Bir dolmuşta sevmediğim bir müzik türünün iğrenç bir örneğine maruz bırakılmak benim tercihim değilken kafamın içinde tınısının yankılanması... Sevdiğim bir insan seviyor diye izlediğim filmin ilerleyişi hoşuma gitmediği halde sonuna kadar dayanmam, yapmacık karakterlerin belleğimde bir yer işgal edecek kadar içime girmesi... Bu kadar popülermiş, bakayım nasılmış diye başlayıp yarısına kadar gelemediğim bir kitap için harcadığım zaman... Adını koyuyorum, müsriflik. Zamanı zayi etmemek adına zamanı nasıl harcayacağını düşünerek zamanını zayi eden birine dönüşmek... İnsanoğlu döngü manyağı olmaya alışkın neyse ki...

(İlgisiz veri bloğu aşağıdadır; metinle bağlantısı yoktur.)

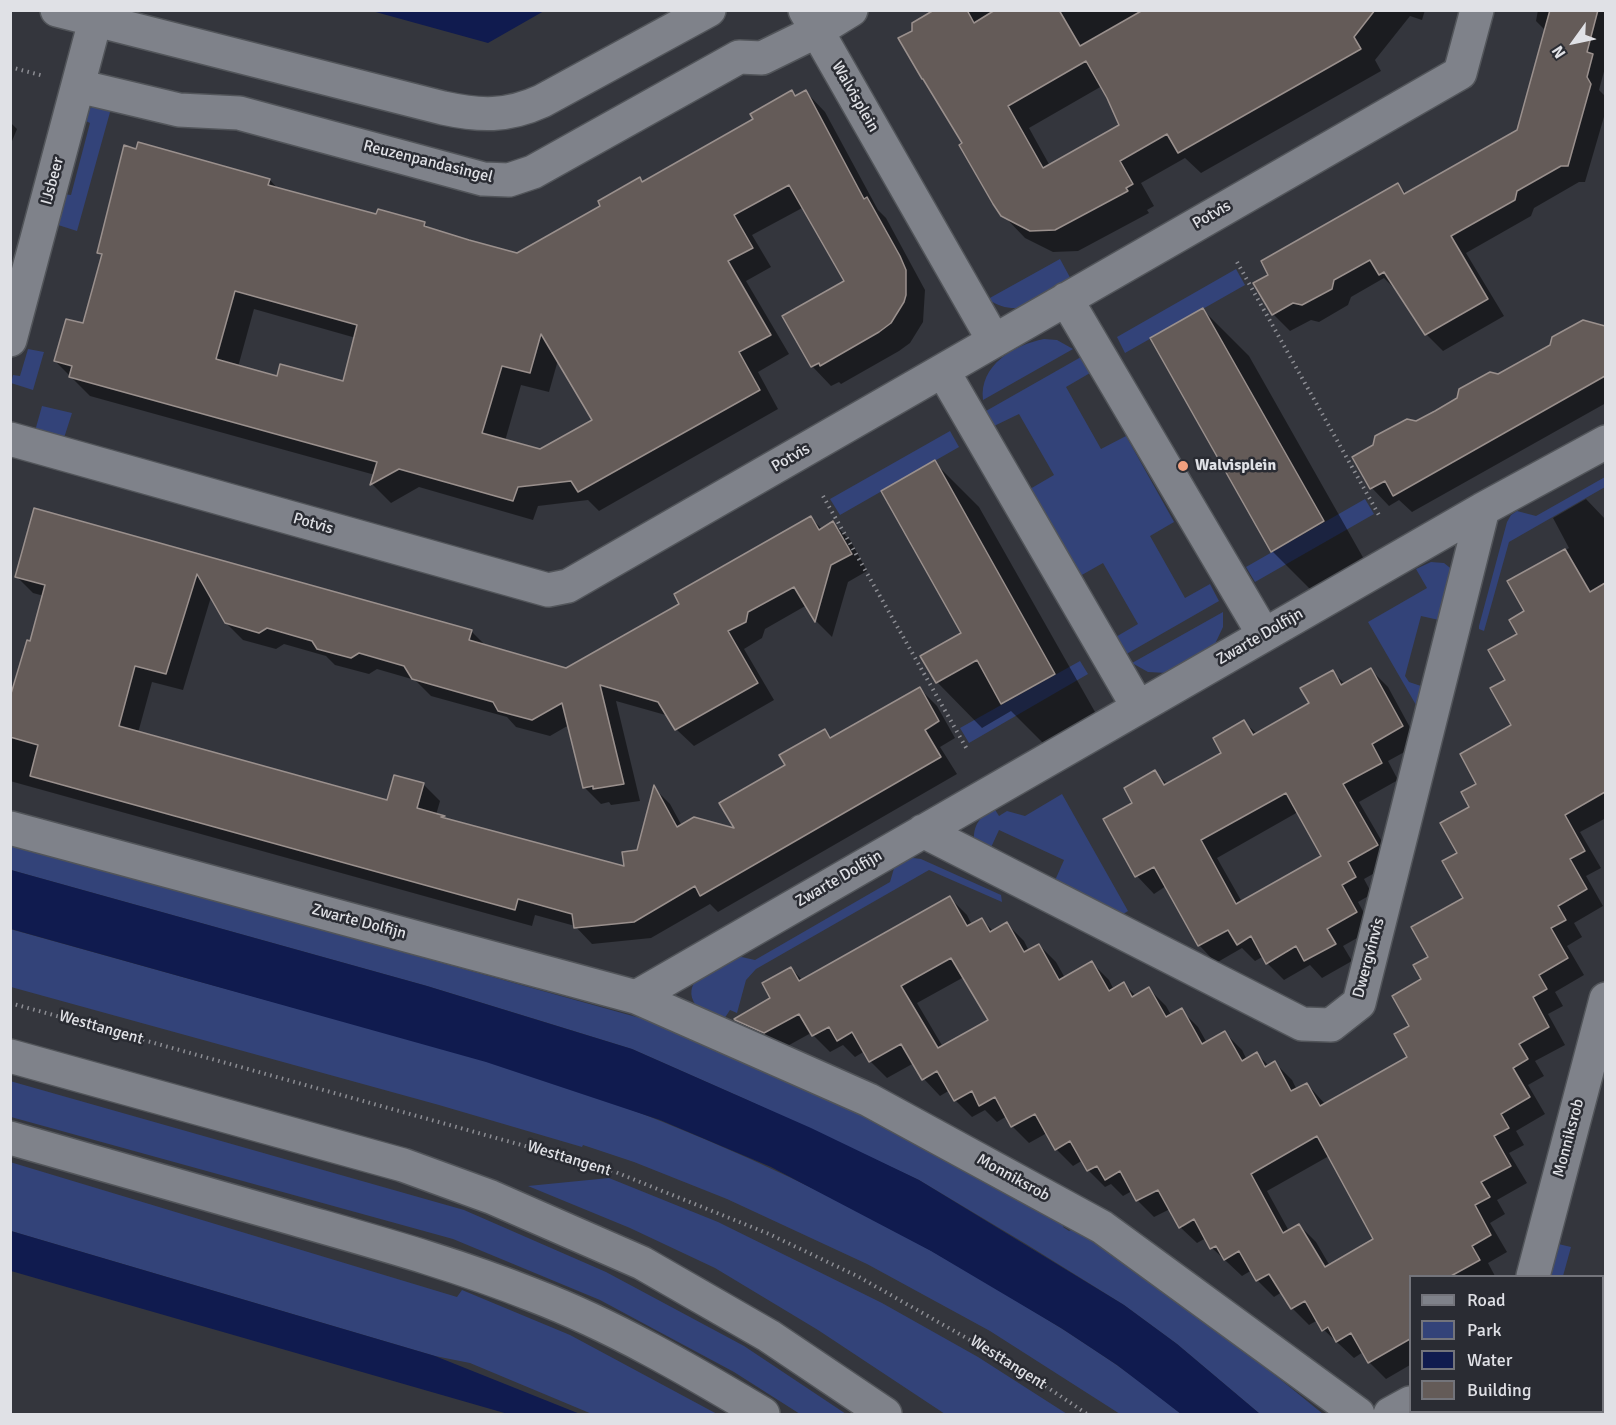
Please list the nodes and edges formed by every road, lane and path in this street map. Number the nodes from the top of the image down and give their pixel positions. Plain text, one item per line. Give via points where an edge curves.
1 (57, 10) edge
2 (710, 10) edge
3 (851, 10) edge
4 (1477, 10) edge
5 (95, 21) junction
6 (811, 21) edge
7 (78, 86) junction
8 (1237, 262) dead end
9 (1066, 299) junction
10 (10, 340) edge
11 (994, 341) junction
12 (943, 371) junction
13 (10, 439) edge
14 (1605, 442) edge
15 (823, 496) dead end
16 (1483, 509) junction
17 (1380, 517) dead end
18 (1264, 635) junction
19 (1138, 707) junction
20 (968, 751) dead end
21 (10, 828) edge
22 (923, 831) junction
23 (636, 996) junction
24 (1605, 999) edge
25 (10, 1003) edge
26 (10, 1056) edge
27 (10, 1138) edge
28 (1533, 1275) edge
29 (1409, 1404) edge
30 (763, 1414) edge
31 (885, 1414) edge
32 (1087, 1414) edge
33 (1358, 1414) edge
34 (1390, 1414) edge

1 - 5 street
2 - 5 street via 542,101 495,114 443,108
3 - 6 street, Reuzenpandasingel
4 - 9 street, Potvis via 1460,73
5 - 7 street, IJsbeer
6 - 7 street, Reuzenpandasingel via 762,58 739,57 533,172 509,180 483,179 239,113 179,110
6 - 11 street, Walvisplein
7 - 10 street, IJsbeer
8 - 17 path
9 - 11 street, Potvis
9 - 18 street
11 - 12 street, Potvis
12 - 13 street, Potvis via 568,586 548,590
12 - 19 street
14 - 16 street, Zwarte Dolfijn
15 - 20 path
16 - 18 street, Zwarte Dolfijn
16 - 22 street, Dwergvinvis via 1359,1003 1332,1025 1302,1024
18 - 19 street, Zwarte Dolfijn
19 - 22 street, Zwarte Dolfijn
21 - 23 street, Zwarte Dolfijn
22 - 23 street, Zwarte Dolfijn
23 - 33 street, Monniksrob via 869,1100 1102,1227
24 - 28 street, Monniksrob
25 - 32 path, Westtangent via 608,1169 769,1234 859,1277 1014,1365
26 - 31 street via 404,1165 491,1197 642,1263 769,1336
27 - 30 street via 416,1254 499,1282 628,1338
29 - 34 street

Ne diyorduk? İmajlar. Popüler iletişim teranelerinin belki bir satır arasında, belki bir haberi veriş şeklinin bıraktığı hissiyatta ya da köşe yazısının alt metninden akıp nöronlarıma hücum eden her şey, yarın alacağım çayın paketinin renginin belirliyor. Peki öbürünü nasıl etkiliyor diye düşünüyorum. Mesela kurban bayramı dediklerinde, kesim alanındaki artıklar, kurumuş kan renginde bir görüntü ve kokuyla mı anımsıyor o sembolik ritüeli? Çağrışımına etken olabilecek ve aslında fikrinin belli olduğu bir kavramı dış cenahın penceresi nispetince mi görüyor? Benim aklıma İbrahim (a.s) gelirken, o sadece eli kanlı kasapları mı hatırlıyor?

Böyle gariplikler geçiyor içimden. Bağırıyorlar bir müddet. Sonra susuyorlar. Bayramda kan değmiş eski ve rengi uçmuş eteğimle, bağdaş kurduğum yerde, tahta bir sofranın üzerinde, elim uyuşuncaya dek et doğramış olduğumu gösteren fotoğrafı gören biriyle, bayramın son günündeki halimi gösteren fotoğrafı gören başka biri beni bir modele oturtmaya çalıştığında aslında hata mı etmiş oluyor? İkisinden biri mi hatalı yoksa ikisi de mi? İki resmi gören sadece benken... Herkes aynı açıdan göremiyor. Gördüğü yerdekine göre muamele ediyor. Birbiriniz için zamanımız yok. Zamanımız olsa bile karşı tarafın anlayacağı kadarız. Belki birinci yolu seçmiştir ki onunla iletişim namümkün. İkinci yoldakinin aklı sürekli karışıktı zaten. O zaman kime kızabiliriz ki.


Bilmiyorlar, bilselerdi yapmazlardı. 

4 yorum :

Adsız dedi ki...

Canımm sen nerelerdesinnnn ????? Merakk ettim senii

Esra Rebele dedi ki...

Canım iyiyim ben. =) Bayram öncesi ve sonrası geçen yoğunluğun bünyemdeki tembelleştirici etkisinden hala kurtulamadım. Ama daha faal olurum bundan sonra. Öperim,selamlar.

STYLE M dedi ki...

en sevdigim sözdür...
bilmiyorlar,bilseler yapmazlardi sefkati anlatir bana hep muhtac oldugumuz bekledigimiz sefkati...

Esra Rebele dedi ki...

Ben de çok seviyorum. Bazen birilerine çok sinirlendiğimde aklıma geliyor. Kendimi frenlemeye çalışıyorum.